British researchers have been given a final approval nod to undertake clinical trials that will assess the potential of stem cell therapy to treat patients disabled by stroke.
The research being conducted as a joint effort by scientists of firm ReNeuron and a few doctors in Scotland will involve injecting neural stem cells developed from human foetuses into patients’ brains in the hope that they will repair areas damaged by stroke, thereby improving both mental and physical function.
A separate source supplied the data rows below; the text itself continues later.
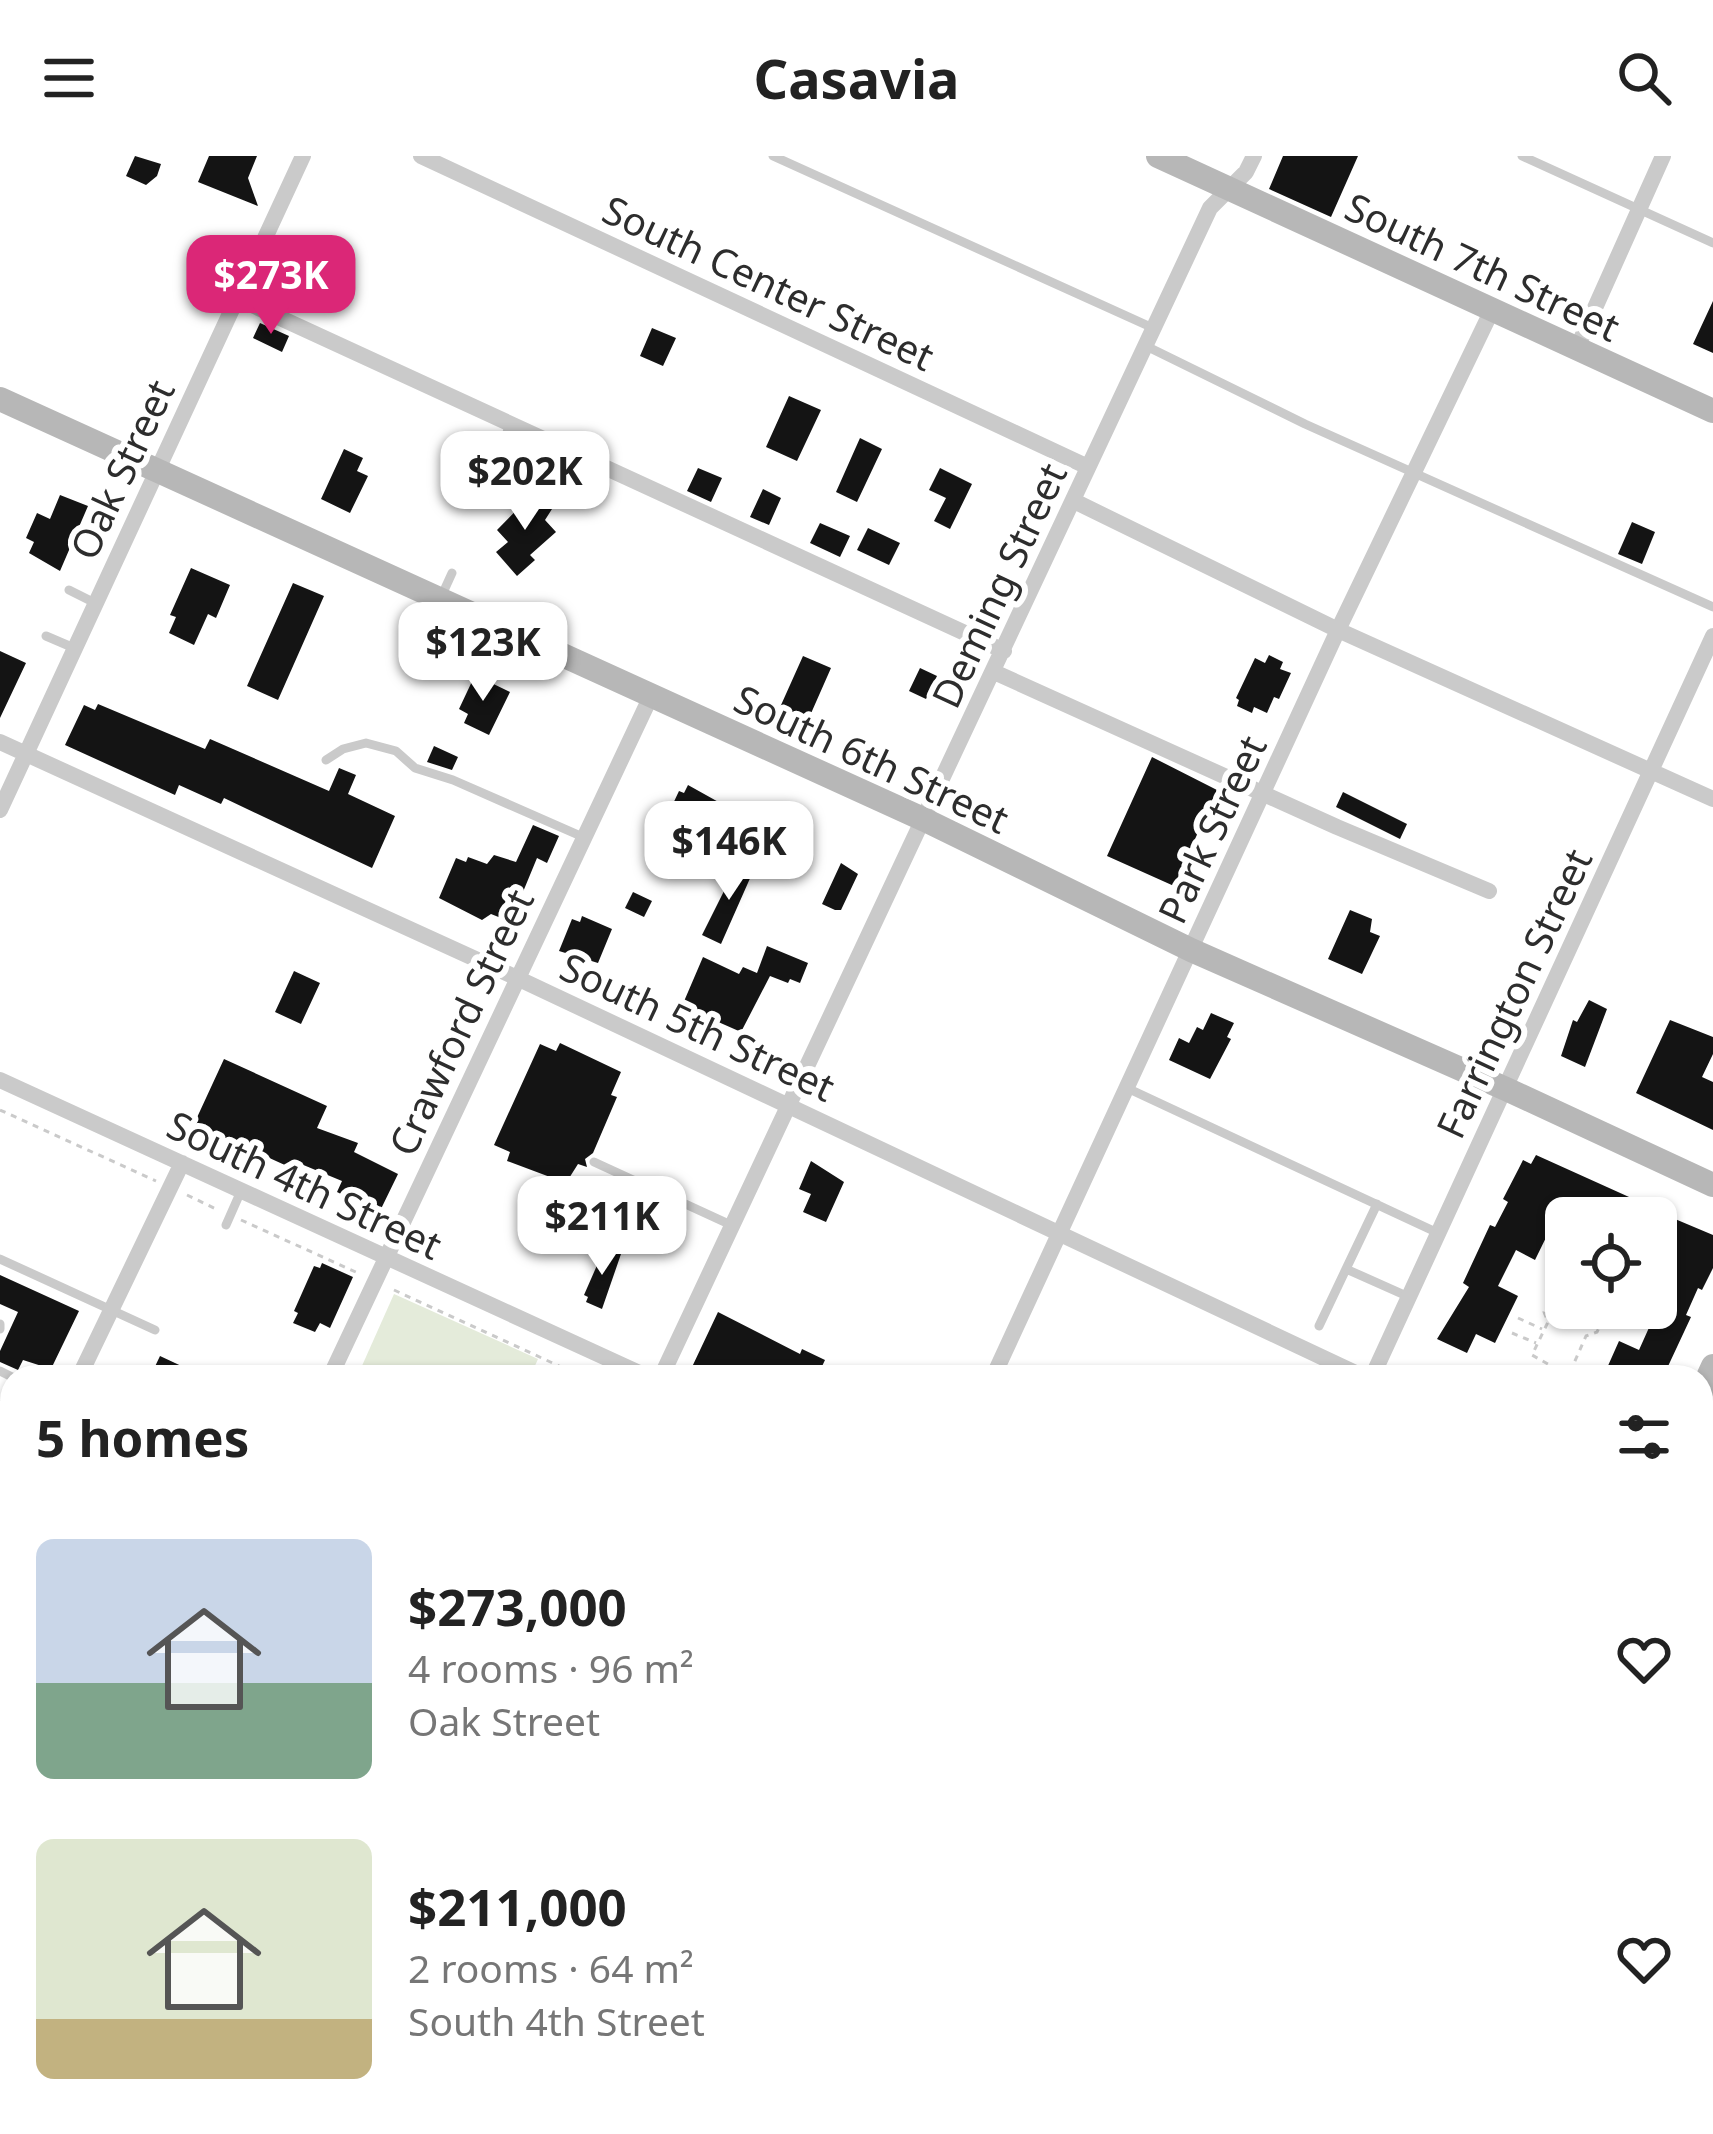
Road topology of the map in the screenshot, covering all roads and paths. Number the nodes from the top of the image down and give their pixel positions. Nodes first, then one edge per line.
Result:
1 (304, 156) edge
2 (421, 156) edge
3 (773, 156) edge
4 (1158, 156) edge
5 (1254, 156) edge
6 (1522, 156) edge
7 (1663, 156) edge
8 (1229, 188) junction
9 (1639, 209) junction
10 (1713, 243) edge
11 (237, 298) junction
12 (1492, 310) junction
13 (1149, 336) junction
14 (1577, 347) junction
15 (0, 399) edge
16 (1713, 411) edge
17 (510, 420) junction
18 (502, 448) dead end
19 (1088, 467) junction
20 (156, 470) junction
21 (1414, 472) junction
22 (1074, 501) junction
23 (452, 573) dead end
24 (69, 590) dead end
25 (440, 600) junction
26 (95, 603) junction
27 (1713, 608) edge
28 (1338, 630) junction
29 (46, 636) dead end
30 (1713, 636) edge
31 (74, 648) junction
32 (1004, 651) junction
33 (994, 671) junction
34 (651, 696) junction
35 (0, 742) edge
36 (26, 754) junction
37 (326, 760) dead end
38 (1650, 772) junction
39 (1263, 793) junction
40 (1713, 799) edge
41 (0, 810) edge
42 (925, 820) junction
43 (584, 837) junction
44 (1489, 891) dead end
45 (1191, 950) junction
46 (517, 978) junction
47 (0, 1080) edge
48 (1127, 1088) junction
49 (1506, 1089) junction
50 (791, 1106) junction
51 (0, 1109) edge
52 (245, 1147) dead end
53 (242, 1156) dead end
54 (595, 1162) dead end
55 (182, 1163) junction
56 (1713, 1185) edge
57 (170, 1187) junction
58 (241, 1191) junction
59 (1376, 1204) junction
60 (228, 1220) junction
61 (733, 1226) junction
62 (1060, 1232) junction
63 (1438, 1234) junction
64 (386, 1258) junction
65 (0, 1259) edge
66 (1346, 1269) junction
67 (376, 1280) junction
68 (1409, 1297) junction
69 (112, 1310) junction
70 (1518, 1318) dead end
71 (1319, 1326) dead end
72 (1598, 1329) edge
73 (155, 1330) dead end
74 (1544, 1330) joint
75 (1512, 1333) dead end
76 (1537, 1344) junction
77 (86, 1365) edge
78 (336, 1365) edge
79 (557, 1365) edge
80 (622, 1365) edge
81 (667, 1365) edge
82 (1005, 1365) edge
83 (1343, 1365) edge
84 (1374, 1365) edge
85 (1548, 1365) edge
86 (1574, 1365) edge

1 - 11 street, Oak Street
2 - 19 street, South Center Street
3 - 13 lane
4 - 8 street, South 7th Street
5 - 8 street, Deming Street
6 - 9 lane
7 - 9 street
8 - 12 street, South 7th Street
8 - 13 street, Deming Street
9 - 10 lane
9 - 14 street
11 - 17 street
11 - 20 street, Oak Street
12 - 14 street, South 7th Street
12 - 21 street, Park Street
13 - 19 street, Deming Street
13 - 21 lane
14 - 16 street, South 7th Street
15 - 20 street, South 6th Street
17 - 18 lane
17 - 32 street
19 - 22 street, Deming Street
20 - 25 street, South 6th Street
20 - 26 street, Oak Street
21 - 27 lane
21 - 28 street, Park Street
22 - 28 street
22 - 32 street, Deming Street
23 - 25 lane
24 - 26 lane
25 - 34 street, South 6th Street
26 - 31 street, Oak Street
28 - 38 street
28 - 39 street, Park Street
29 - 31 lane
30 - 38 street, Farrington Street
31 - 36 street, Oak Street
32 - 33 street, Deming Street
33 - 39 street
33 - 42 street, Deming Street
34 - 42 street, South 6th Street
34 - 43 street, Crawford Street
35 - 36 street, South 5th Street
36 - 41 street, Oak Street
36 - 46 street, South 5th Street
37 - 43 lane
38 - 40 street
38 - 49 street, Farrington Street
39 - 44 street
39 - 45 street, Park Street
42 - 45 street, South 6th Street
42 - 50 street, Deming Street
43 - 46 street, Crawford Street
45 - 48 street, Park Street
45 - 49 street, South 6th Street
46 - 50 street, South 5th Street
46 - 64 street, Crawford Street
47 - 55 street, South 4th Street
48 - 59 lane
48 - 62 street, Park Street
49 - 56 street, South 6th Street
49 - 63 street, Farrington Street
50 - 61 street, Deming Street
50 - 62 street, South 5th Street
51 - 57 path
52 - 53 path
54 - 61 lane
55 - 57 street
55 - 58 street, South 4th Street
57 - 60 path
57 - 69 street
58 - 60 lane
58 - 64 street, South 4th Street
59 - 63 lane
59 - 66 lane
60 - 67 path
61 - 81 street, Deming Street
62 - 82 street, Park Street
62 - 83 street, South 5th Street
63 - 68 street, Farrington Street
64 - 67 street, Crawford Street
64 - 80 street, South 4th Street
65 - 69 lane
66 - 68 lane
66 - 71 lane
67 - 78 street, Crawford Street
67 - 79 path
68 - 84 street, Farrington Street
69 - 73 lane
69 - 77 street
70 - 74 path
72 - 86 path
74 - 76 path
75 - 76 path
76 - 85 path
This first-in-man clinical trial, most likely to begin in April 2010, with ReN001 stem cell therapy for stroke, will take place through the NHS at the Institute of Neurological Sciences, Southern General Hospital, Greater Glasgow and Clyde NHS Board. The trial is designed primarily to evaluate the safety profile of ReN001 in ischemic stroke patients at a range of cell doses, and a number of efficacy measures. The patients will thereafter be monitored for two years and if clinical outcomes are satisfactory, the company will then accelerate clinical development pathway focusing initially on more severely disabled stroke patients.
UK Gene Therapy Advisory Committee (GTAC) gave the approval for the commencement of phase I of the trial, much after ReNeuron received an okay from Britain’s main drugs watchdog back in January 2009.
Michael Hunt, chief executive officer of ReNeuron, said: “This final approval represents the culmination of many months of work in taking our ReN001 therapy through the regulatory pathway in the UK, a process untested by other stem cell therapy approaches of this type. We are therefore pleased to have in many ways pioneered this pathway for subsequent cell therapy applications, including, of course, those of ReNeuron’s other cell therapy candidates currently in development. We are also very pleased to be undertaking this ground-breaking clinical trial at a leading NHS hospital and we look forward to reporting on progress with the trial as it finally gets underway this year.”